• [What is being asked]
Which lines in the records below hold the word "東西向快速公路"? Copy each of them.

Stored items
⁂
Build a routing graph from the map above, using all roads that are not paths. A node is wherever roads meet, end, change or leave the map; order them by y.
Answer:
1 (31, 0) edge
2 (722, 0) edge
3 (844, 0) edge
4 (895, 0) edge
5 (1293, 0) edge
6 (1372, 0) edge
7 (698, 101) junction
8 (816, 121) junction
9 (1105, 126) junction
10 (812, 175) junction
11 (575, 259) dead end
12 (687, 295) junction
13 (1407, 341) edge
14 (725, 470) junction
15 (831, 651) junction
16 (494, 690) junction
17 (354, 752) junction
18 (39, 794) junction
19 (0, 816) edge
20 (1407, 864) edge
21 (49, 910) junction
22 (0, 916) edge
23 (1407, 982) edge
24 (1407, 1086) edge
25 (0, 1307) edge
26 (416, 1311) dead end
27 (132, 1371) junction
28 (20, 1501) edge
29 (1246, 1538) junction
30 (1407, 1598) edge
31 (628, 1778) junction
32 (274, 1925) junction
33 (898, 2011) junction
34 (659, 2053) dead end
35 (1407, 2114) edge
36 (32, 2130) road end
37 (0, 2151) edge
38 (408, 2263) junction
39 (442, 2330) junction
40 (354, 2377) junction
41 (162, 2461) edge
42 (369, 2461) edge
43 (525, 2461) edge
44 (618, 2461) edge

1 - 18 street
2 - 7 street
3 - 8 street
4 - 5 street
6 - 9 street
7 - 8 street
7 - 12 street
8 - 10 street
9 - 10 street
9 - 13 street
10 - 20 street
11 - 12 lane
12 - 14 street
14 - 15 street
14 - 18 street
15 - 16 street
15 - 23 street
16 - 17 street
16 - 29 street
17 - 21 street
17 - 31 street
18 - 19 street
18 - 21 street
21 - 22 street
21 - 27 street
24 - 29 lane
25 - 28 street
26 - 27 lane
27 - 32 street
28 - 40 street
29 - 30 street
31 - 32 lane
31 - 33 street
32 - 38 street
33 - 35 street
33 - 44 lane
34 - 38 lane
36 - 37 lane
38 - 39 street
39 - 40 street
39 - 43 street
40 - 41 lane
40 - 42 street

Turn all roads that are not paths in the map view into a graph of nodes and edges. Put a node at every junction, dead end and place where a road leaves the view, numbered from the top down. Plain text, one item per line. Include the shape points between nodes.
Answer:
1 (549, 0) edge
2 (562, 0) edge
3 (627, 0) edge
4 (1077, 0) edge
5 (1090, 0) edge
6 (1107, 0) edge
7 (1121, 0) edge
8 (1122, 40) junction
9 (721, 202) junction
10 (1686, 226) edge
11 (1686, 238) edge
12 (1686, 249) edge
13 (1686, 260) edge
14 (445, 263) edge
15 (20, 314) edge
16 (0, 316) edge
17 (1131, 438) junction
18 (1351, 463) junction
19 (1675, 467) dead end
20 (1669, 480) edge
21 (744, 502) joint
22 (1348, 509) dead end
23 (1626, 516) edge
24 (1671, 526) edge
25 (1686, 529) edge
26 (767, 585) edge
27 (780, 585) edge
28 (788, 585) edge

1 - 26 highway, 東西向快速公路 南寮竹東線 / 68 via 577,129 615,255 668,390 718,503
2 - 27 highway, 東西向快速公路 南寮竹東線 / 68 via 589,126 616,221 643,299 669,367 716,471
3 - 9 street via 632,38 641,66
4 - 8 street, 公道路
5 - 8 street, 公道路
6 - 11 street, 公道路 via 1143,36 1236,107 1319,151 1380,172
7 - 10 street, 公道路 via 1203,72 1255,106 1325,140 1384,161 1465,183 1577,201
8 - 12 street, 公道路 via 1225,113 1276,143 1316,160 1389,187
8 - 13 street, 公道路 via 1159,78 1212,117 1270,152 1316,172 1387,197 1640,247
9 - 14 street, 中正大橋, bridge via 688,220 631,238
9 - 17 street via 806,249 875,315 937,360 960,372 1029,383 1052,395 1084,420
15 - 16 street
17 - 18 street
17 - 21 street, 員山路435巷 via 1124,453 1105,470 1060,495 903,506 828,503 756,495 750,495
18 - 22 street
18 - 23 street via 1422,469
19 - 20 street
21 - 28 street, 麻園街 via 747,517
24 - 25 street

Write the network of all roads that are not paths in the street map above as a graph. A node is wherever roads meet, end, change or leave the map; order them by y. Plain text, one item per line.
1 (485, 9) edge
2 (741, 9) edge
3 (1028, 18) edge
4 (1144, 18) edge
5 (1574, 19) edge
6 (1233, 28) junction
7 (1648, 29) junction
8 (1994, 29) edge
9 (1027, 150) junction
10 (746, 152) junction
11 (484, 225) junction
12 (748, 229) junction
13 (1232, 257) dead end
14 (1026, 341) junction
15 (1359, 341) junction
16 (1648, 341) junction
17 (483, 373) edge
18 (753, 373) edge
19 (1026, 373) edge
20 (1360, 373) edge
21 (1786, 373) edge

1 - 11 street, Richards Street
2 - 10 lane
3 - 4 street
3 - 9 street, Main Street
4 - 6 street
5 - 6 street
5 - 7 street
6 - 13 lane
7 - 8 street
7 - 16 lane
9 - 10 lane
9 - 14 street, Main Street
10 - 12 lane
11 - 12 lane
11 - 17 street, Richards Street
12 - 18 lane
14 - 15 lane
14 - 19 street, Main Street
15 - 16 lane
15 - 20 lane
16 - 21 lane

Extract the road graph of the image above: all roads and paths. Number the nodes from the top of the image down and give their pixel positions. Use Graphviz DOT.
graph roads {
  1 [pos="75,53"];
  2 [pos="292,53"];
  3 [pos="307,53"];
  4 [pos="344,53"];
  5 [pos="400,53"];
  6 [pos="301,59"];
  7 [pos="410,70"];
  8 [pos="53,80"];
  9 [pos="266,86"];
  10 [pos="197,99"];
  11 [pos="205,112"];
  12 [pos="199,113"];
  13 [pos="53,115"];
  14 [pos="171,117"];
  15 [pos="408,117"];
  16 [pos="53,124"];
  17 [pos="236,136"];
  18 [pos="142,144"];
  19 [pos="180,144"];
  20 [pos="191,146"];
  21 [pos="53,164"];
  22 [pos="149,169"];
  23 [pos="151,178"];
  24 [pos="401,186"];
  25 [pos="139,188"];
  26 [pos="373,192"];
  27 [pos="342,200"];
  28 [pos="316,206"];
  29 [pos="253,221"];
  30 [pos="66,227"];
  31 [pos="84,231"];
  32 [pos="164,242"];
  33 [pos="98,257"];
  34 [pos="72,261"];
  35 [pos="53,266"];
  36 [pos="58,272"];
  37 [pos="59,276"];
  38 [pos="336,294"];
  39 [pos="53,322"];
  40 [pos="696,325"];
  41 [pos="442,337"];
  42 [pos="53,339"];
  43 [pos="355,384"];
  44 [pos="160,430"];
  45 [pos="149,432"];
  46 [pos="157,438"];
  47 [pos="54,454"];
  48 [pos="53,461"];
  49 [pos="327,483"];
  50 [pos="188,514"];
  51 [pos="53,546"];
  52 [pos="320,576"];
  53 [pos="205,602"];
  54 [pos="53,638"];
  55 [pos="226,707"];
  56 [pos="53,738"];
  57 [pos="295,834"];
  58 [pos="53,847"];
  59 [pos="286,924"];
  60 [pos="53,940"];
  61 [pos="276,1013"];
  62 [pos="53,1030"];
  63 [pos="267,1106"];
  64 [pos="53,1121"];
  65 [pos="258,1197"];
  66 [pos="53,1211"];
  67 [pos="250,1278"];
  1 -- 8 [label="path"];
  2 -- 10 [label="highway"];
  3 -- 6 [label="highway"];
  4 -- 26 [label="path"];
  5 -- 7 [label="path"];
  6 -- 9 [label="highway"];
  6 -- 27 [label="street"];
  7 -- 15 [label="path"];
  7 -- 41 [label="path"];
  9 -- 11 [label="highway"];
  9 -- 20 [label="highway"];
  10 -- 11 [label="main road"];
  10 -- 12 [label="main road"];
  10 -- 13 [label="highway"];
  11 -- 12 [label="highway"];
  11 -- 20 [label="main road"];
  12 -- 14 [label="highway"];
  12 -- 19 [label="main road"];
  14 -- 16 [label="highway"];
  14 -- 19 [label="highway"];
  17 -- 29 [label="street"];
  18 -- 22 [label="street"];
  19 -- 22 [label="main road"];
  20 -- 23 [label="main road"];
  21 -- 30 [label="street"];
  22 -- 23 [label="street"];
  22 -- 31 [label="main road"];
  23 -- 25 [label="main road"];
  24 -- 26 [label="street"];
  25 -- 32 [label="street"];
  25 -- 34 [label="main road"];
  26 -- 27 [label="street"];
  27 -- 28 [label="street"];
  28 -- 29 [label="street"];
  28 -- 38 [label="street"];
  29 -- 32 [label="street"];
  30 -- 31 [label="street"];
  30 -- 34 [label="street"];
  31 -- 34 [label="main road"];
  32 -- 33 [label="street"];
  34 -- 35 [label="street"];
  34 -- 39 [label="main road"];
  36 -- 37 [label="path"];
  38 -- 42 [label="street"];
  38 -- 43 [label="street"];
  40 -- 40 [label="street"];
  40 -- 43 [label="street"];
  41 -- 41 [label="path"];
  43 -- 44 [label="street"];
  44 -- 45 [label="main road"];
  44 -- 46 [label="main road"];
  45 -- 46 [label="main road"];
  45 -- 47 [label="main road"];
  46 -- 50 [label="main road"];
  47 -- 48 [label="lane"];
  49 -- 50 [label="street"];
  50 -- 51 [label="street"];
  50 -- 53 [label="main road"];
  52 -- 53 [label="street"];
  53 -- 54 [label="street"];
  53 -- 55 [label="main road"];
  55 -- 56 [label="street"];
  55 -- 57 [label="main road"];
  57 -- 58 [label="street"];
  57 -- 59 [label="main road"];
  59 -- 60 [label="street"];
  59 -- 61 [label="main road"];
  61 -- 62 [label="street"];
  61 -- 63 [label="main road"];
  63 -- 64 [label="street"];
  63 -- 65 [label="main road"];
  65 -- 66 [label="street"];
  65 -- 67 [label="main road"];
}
⁂
• [Written reply]
1 - 26 highway, 東西向快速公路 南寮竹東線 / 68 via 577,129 615,255 668,390 718,503
2 - 27 highway, 東西向快速公路 南寮竹東線 / 68 via 589,126 616,221 643,299 669,367 716,471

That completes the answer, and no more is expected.